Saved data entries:
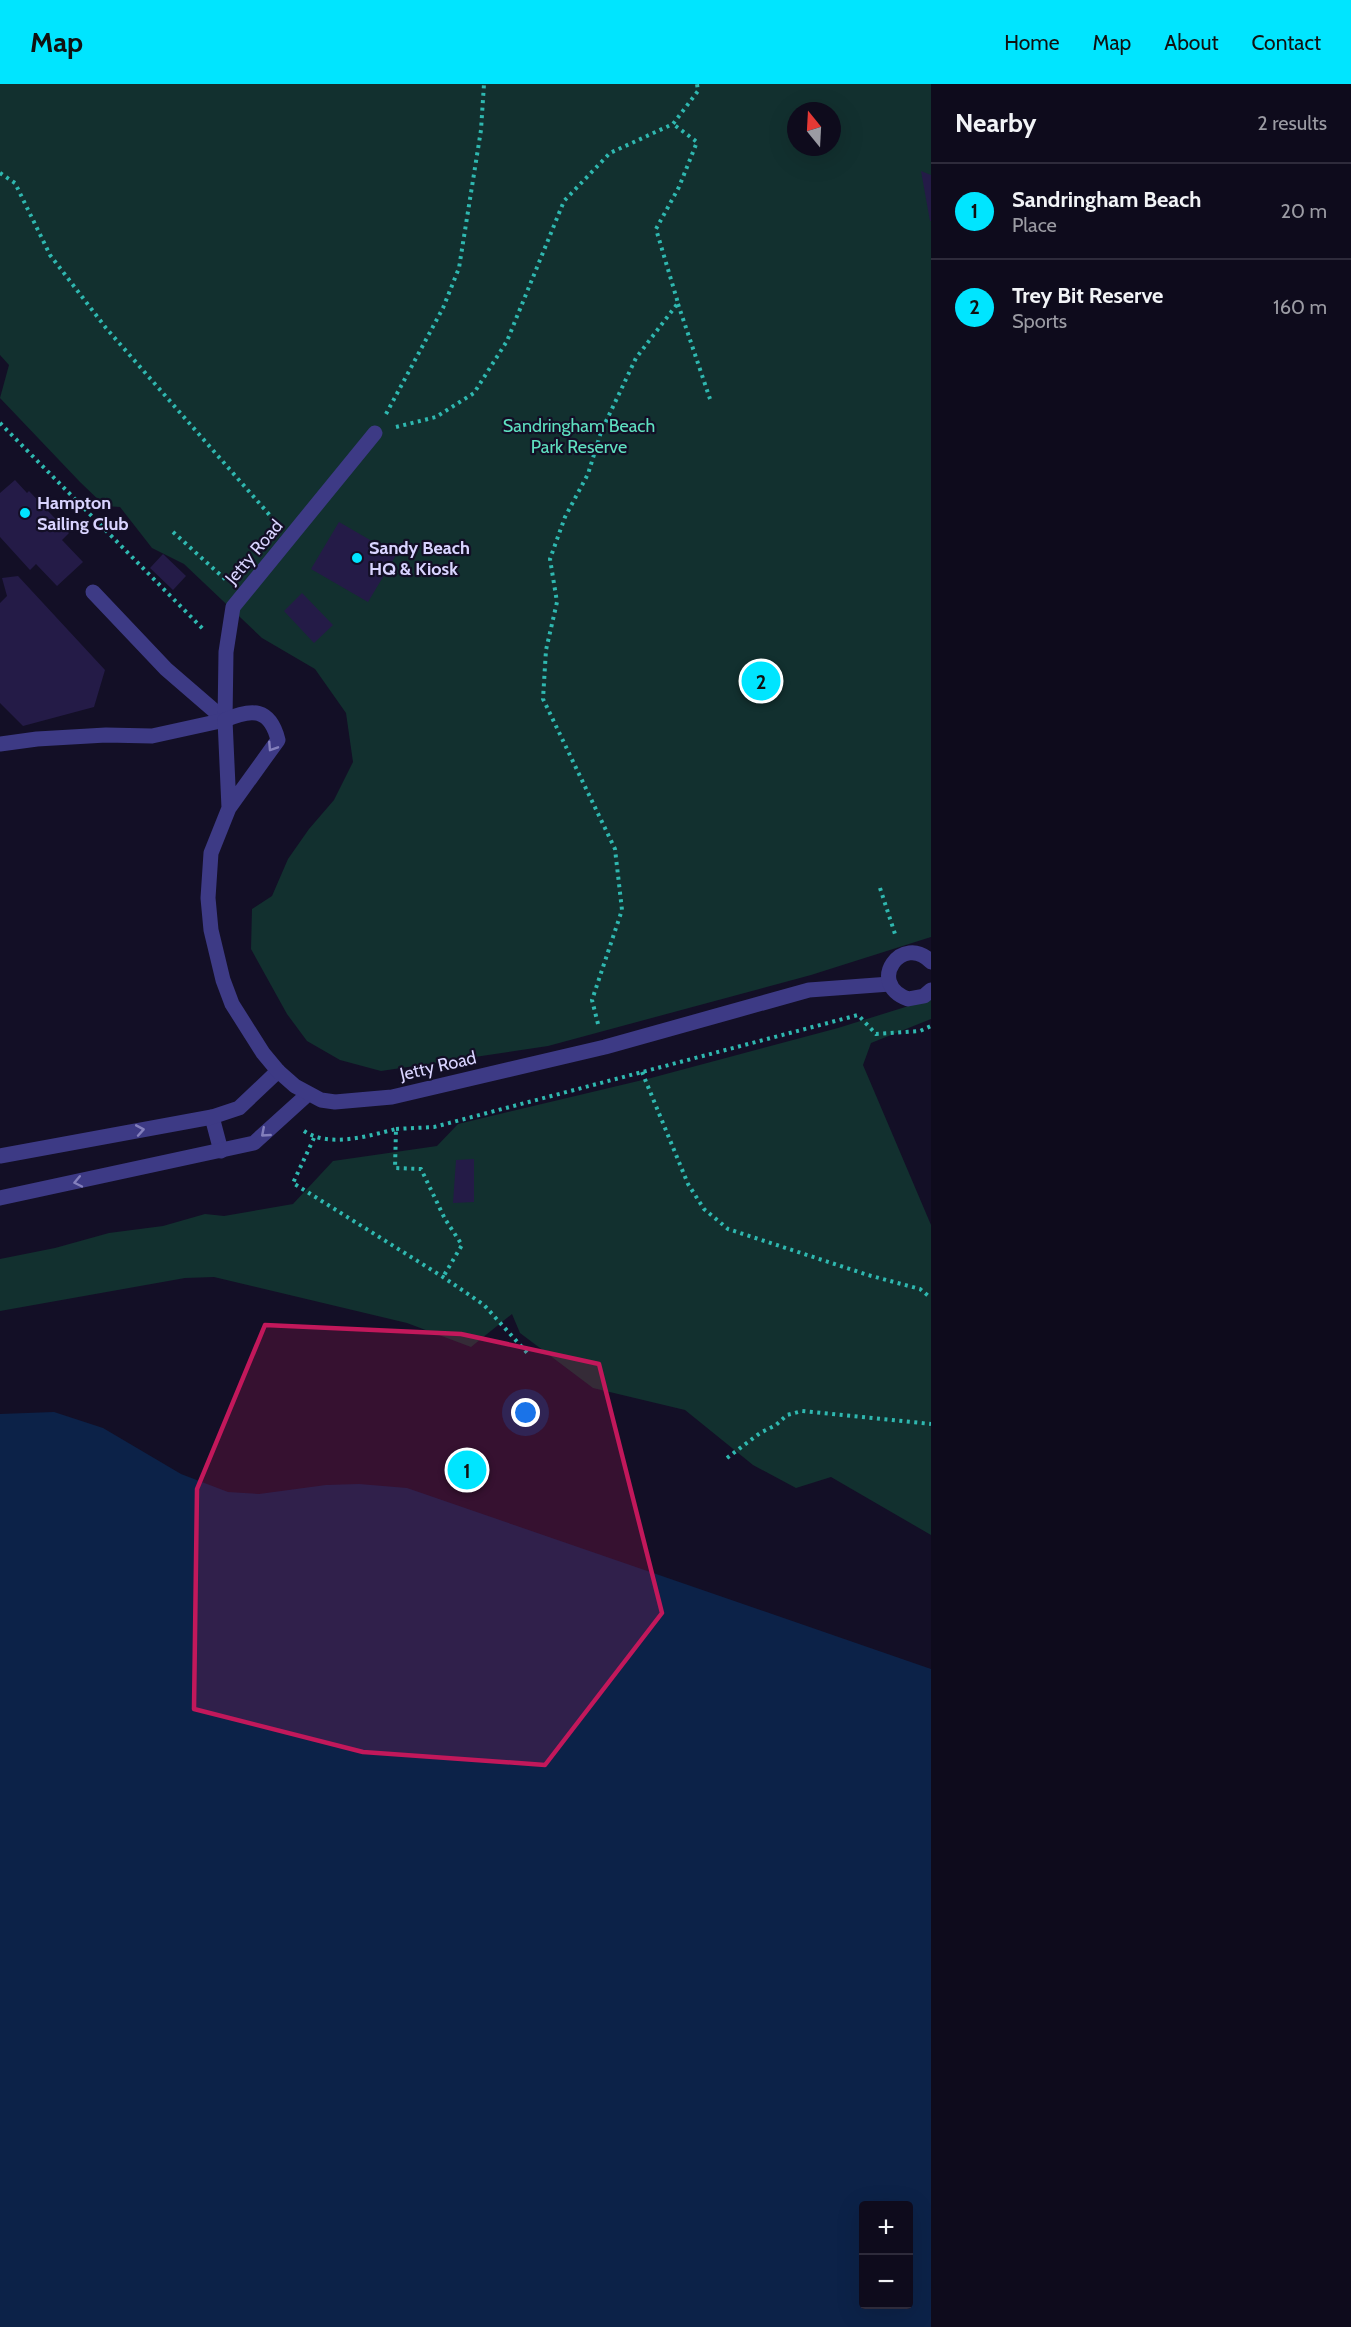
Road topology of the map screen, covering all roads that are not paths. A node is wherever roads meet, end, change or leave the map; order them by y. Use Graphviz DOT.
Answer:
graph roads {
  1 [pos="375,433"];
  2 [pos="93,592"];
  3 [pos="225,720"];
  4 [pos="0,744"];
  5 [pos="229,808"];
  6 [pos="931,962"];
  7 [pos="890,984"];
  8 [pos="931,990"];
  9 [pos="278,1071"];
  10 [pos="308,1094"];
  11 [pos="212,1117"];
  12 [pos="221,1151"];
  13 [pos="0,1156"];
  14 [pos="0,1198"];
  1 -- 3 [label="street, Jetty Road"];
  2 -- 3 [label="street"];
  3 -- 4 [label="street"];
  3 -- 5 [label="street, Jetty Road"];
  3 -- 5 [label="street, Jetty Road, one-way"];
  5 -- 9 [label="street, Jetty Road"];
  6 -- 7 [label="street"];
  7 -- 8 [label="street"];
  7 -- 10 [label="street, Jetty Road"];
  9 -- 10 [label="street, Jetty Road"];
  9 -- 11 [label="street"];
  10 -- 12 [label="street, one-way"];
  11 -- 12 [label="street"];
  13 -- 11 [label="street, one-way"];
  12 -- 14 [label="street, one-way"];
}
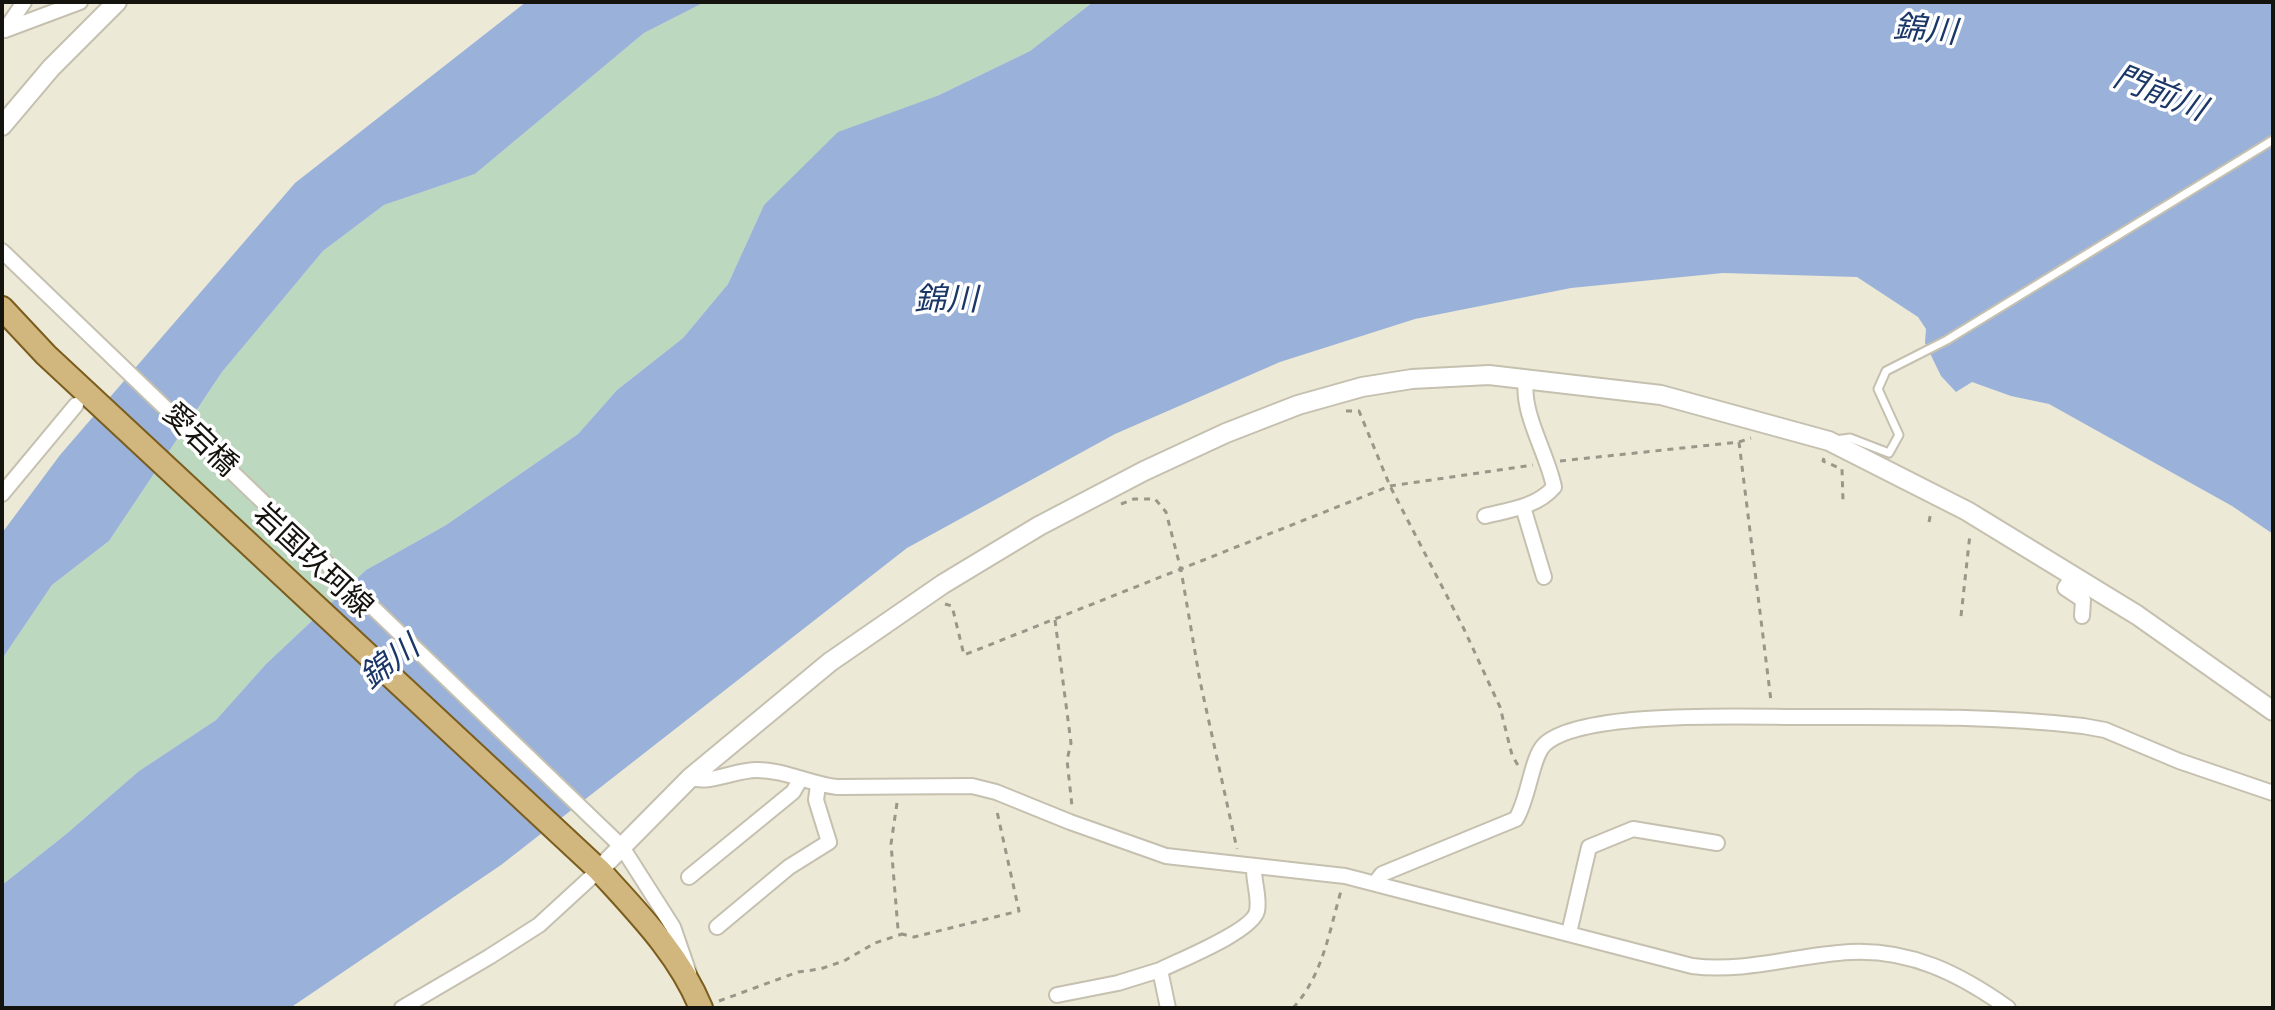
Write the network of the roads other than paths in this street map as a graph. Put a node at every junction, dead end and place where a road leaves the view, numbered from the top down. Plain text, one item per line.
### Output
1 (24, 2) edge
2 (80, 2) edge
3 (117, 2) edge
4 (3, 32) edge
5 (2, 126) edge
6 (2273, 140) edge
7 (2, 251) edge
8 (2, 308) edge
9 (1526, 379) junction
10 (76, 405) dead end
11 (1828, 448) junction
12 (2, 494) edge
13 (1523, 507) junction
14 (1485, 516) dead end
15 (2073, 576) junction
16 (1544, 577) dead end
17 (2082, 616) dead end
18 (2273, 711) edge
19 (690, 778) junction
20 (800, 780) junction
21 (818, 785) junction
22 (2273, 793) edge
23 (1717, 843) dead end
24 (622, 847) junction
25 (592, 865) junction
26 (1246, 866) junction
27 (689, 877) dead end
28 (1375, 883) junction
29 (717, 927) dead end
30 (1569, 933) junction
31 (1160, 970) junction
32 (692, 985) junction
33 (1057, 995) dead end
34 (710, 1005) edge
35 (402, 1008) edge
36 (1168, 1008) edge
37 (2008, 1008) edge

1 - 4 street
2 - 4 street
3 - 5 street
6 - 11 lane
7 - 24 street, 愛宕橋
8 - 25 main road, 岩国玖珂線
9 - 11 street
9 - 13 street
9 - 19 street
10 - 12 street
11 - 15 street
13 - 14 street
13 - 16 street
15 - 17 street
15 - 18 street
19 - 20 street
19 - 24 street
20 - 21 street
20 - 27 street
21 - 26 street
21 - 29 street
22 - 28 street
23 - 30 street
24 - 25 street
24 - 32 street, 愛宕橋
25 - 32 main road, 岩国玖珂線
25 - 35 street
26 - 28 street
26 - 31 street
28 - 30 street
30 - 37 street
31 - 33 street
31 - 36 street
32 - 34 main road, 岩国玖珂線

> Problem: Set down exactly, and only, the lines from the one containing "Write the network" through the final line of the entries above.

> Your solution:
Write the network of the roads other than paths in this street map as a graph. Put a node at every junction, dead end and place where a road leaves the view, numbered from the top down. Plain text, one item per line.
### Output
1 (24, 2) edge
2 (80, 2) edge
3 (117, 2) edge
4 (3, 32) edge
5 (2, 126) edge
6 (2273, 140) edge
7 (2, 251) edge
8 (2, 308) edge
9 (1526, 379) junction
10 (76, 405) dead end
11 (1828, 448) junction
12 (2, 494) edge
13 (1523, 507) junction
14 (1485, 516) dead end
15 (2073, 576) junction
16 (1544, 577) dead end
17 (2082, 616) dead end
18 (2273, 711) edge
19 (690, 778) junction
20 (800, 780) junction
21 (818, 785) junction
22 (2273, 793) edge
23 (1717, 843) dead end
24 (622, 847) junction
25 (592, 865) junction
26 (1246, 866) junction
27 (689, 877) dead end
28 (1375, 883) junction
29 (717, 927) dead end
30 (1569, 933) junction
31 (1160, 970) junction
32 (692, 985) junction
33 (1057, 995) dead end
34 (710, 1005) edge
35 (402, 1008) edge
36 (1168, 1008) edge
37 (2008, 1008) edge

1 - 4 street
2 - 4 street
3 - 5 street
6 - 11 lane
7 - 24 street, 愛宕橋
8 - 25 main road, 岩国玖珂線
9 - 11 street
9 - 13 street
9 - 19 street
10 - 12 street
11 - 15 street
13 - 14 street
13 - 16 street
15 - 17 street
15 - 18 street
19 - 20 street
19 - 24 street
20 - 21 street
20 - 27 street
21 - 26 street
21 - 29 street
22 - 28 street
23 - 30 street
24 - 25 street
24 - 32 street, 愛宕橋
25 - 32 main road, 岩国玖珂線
25 - 35 street
26 - 28 street
26 - 31 street
28 - 30 street
30 - 37 street
31 - 33 street
31 - 36 street
32 - 34 main road, 岩国玖珂線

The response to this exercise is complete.